Exercise instructions:
Find the lines in the records below that contain "junction", and report each of them.

Dataset:
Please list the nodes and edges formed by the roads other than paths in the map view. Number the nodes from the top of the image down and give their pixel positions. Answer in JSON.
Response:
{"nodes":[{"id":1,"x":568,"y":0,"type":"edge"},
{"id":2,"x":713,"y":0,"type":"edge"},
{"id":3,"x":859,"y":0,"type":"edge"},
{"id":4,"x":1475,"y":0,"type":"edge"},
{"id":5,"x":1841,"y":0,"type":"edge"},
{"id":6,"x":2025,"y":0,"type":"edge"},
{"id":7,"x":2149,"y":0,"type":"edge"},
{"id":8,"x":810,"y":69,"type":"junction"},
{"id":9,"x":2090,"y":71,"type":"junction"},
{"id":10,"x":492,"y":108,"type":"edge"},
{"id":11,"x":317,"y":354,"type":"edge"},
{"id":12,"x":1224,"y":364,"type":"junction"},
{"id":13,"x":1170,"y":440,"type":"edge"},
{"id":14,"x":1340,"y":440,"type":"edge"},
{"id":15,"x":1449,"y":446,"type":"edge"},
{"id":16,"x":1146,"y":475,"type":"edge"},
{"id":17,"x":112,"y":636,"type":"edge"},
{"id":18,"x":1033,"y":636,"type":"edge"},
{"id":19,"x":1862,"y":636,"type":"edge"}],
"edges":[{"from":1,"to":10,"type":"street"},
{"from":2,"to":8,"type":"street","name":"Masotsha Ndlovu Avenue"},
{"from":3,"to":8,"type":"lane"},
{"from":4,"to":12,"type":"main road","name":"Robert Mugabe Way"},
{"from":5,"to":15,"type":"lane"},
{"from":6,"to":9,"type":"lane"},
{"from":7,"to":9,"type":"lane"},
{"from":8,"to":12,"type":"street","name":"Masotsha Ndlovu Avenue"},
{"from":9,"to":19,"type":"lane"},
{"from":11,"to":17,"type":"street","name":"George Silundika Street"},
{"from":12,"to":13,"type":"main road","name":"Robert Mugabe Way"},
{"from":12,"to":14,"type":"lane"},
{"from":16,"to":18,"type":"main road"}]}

Output for this exercise:
{"id":8,"x":810,"y":69,"type":"junction"},
{"id":9,"x":2090,"y":71,"type":"junction"},
{"id":12,"x":1224,"y":364,"type":"junction"},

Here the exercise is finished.